GST rollout on 1 July: Comparing it to India achieving freedom is a travesty; here's why

If India’s mid-night tryst with GST (Goods & Services Tax) on 30 June -- a la India’s awakening to freedom in the wee hours of 15 August seven decades ago -- is a hype that is necessary is a moot question. Well, the GST is an important tax reform in independent India, but to celebrate it on the same scale as India’s freedom appears to be a travesty. But then some place a premium on ceremony over substance.

What is the substance of our GST? It is supposed to create a ‘one nation, one tax’ system. In reality, it is not. We have created six tax rates, and, still, left several items to the discretion of the states and the Centre. The biggest revenue generating items, such as petroleum and alcohol – that contribute more than 40 percent of the state revenue – are outside the purview of the GST. The states will continue to levy taxes as per their whims.

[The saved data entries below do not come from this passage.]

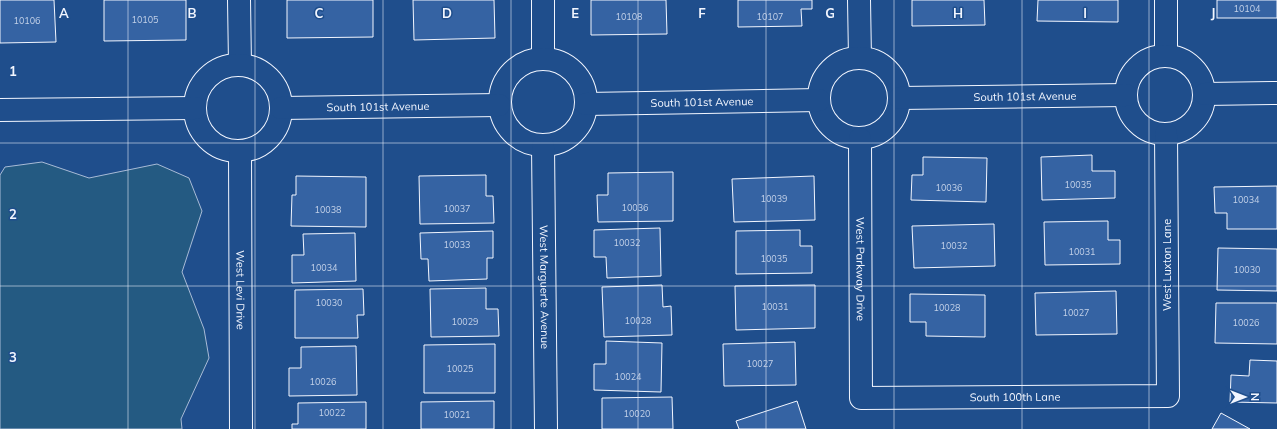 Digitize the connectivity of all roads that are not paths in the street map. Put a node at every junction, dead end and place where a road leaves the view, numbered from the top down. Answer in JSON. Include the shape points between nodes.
{"nodes":[{"id":1,"x":240,"y":0,"type":"edge"},
{"id":2,"x":543,"y":0,"type":"edge"},
{"id":3,"x":859,"y":0,"type":"edge"},
{"id":4,"x":1166,"y":0,"type":"edge"},
{"id":5,"x":1166,"y":55,"type":"junction"},
{"id":6,"x":860,"y":58,"type":"junction"},
{"id":7,"x":543,"y":59,"type":"junction"},
{"id":8,"x":240,"y":64,"type":"junction"},
{"id":9,"x":1277,"y":93,"type":"edge"},
{"id":10,"x":1205,"y":94,"type":"junction"},
{"id":11,"x":1126,"y":95,"type":"junction"},
{"id":12,"x":900,"y":98,"type":"junction"},
{"id":13,"x":819,"y":100,"type":"junction"},
{"id":14,"x":586,"y":104,"type":"junction"},
{"id":15,"x":499,"y":105,"type":"junction"},
{"id":16,"x":195,"y":108,"type":"junction"},
{"id":17,"x":281,"y":108,"type":"junction"},
{"id":18,"x":0,"y":110,"type":"edge"},
{"id":19,"x":1166,"y":134,"type":"junction"},
{"id":20,"x":860,"y":139,"type":"junction"},
{"id":21,"x":543,"y":146,"type":"junction"},
{"id":22,"x":240,"y":151,"type":"junction"},
{"id":23,"x":1168,"y":396,"type":"joint"},
{"id":24,"x":861,"y":398,"type":"joint"},
{"id":25,"x":241,"y":429,"type":"edge"},
{"id":26,"x":546,"y":429,"type":"edge"}],
"edges":[{"from":1,"to":8,"type":"street"},
{"from":2,"to":7,"type":"street"},
{"from":3,"to":6,"type":"street"},
{"from":4,"to":5,"type":"street"},
{"from":5,"to":10,"type":"street","via":[[1181,59],[1193,67],[1203,84]]},
{"from":5,"to":11,"type":"street","via":[[1151,58],[1138,66],[1131,75]]},
{"from":6,"to":12,"type":"street","via":[[883,65],[897,84]]},
{"from":6,"to":13,"type":"street","via":[[848,59],[837,64],[828,73],[821,84]]},
{"from":7,"to":14,"type":"street","via":[[560,62],[576,75],[582,84]]},
{"from":7,"to":15,"type":"street","via":[[530,61],[510,73],[504,82]]},
{"from":8,"to":16,"type":"street","via":[[226,66],[213,72],[197,94]]},
{"from":8,"to":17,"type":"street","via":[[266,74],[277,89]]},
{"from":9,"to":10,"type":"street"},
{"from":10,"to":19,"type":"street","via":[[1198,117],[1190,126],[1179,132]]},
{"from":11,"to":12,"type":"street","name":"South 101st Avenue"},
{"from":11,"to":19,"type":"street","via":[[1134,119],[1143,127]]},
{"from":12,"to":20,"type":"street","via":[[894,120],[885,130]]},
{"from":13,"to":14,"type":"street","name":"South 101st Avenue"},
{"from":13,"to":20,"type":"street","via":[[820,110],[826,122],[836,132]]},
{"from":14,"to":21,"type":"street","via":[[580,125],[573,133],[564,140]]},
{"from":15,"to":17,"type":"street","name":"South 101st Avenue"},
{"from":15,"to":21,"type":"street","via":[[501,116],[513,134],[522,140]]},
{"from":16,"to":18,"type":"street"},
{"from":16,"to":22,"type":"street","via":[[197,122],[214,144]]},
{"from":17,"to":22,"type":"street","via":[[279,121],[264,142]]},
{"from":19,"to":23,"type":"street","name":"West Luxton Lane"},
{"from":20,"to":24,"type":"street","name":"West Parkway Drive"},
{"from":21,"to":26,"type":"street","name":"West Marguerte Avenue"},
{"from":22,"to":25,"type":"street","name":"West Levi Drive"},
{"from":23,"to":24,"type":"street","name":"South 100th Lane"}]}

Why did we then not give up the facade of ‘one nation, one tax’ and follow the Canada example where the standard federal consumption tax is 5 percent and provinces have been given the leeway to decide their taxation rate? Canada proclaims that it is a federation and it gives the states enough leeway to plan out its revenue and expenditure. We may say that the concept of GST stands on its head in Canada, but that has not made Canada any less attractive a market than nations which boast of a perfect GST model.

Or, take the case of the other north American country, the United States of America, the biggest economy of the world. Here is a country, too vast and too federal for our liking, which has refused to implement a one-nation GST or even a comprehensive VAT (value-added tax) regime spanning the country. It has left to each of its 50 states to decide if it would implement a sales tax on goods and services and the rate to be applied to them. This truly federal nation is an envy of the world market. It has shown that the magic wand of ‘one nation, one tax’ is not necessary to transform the economy.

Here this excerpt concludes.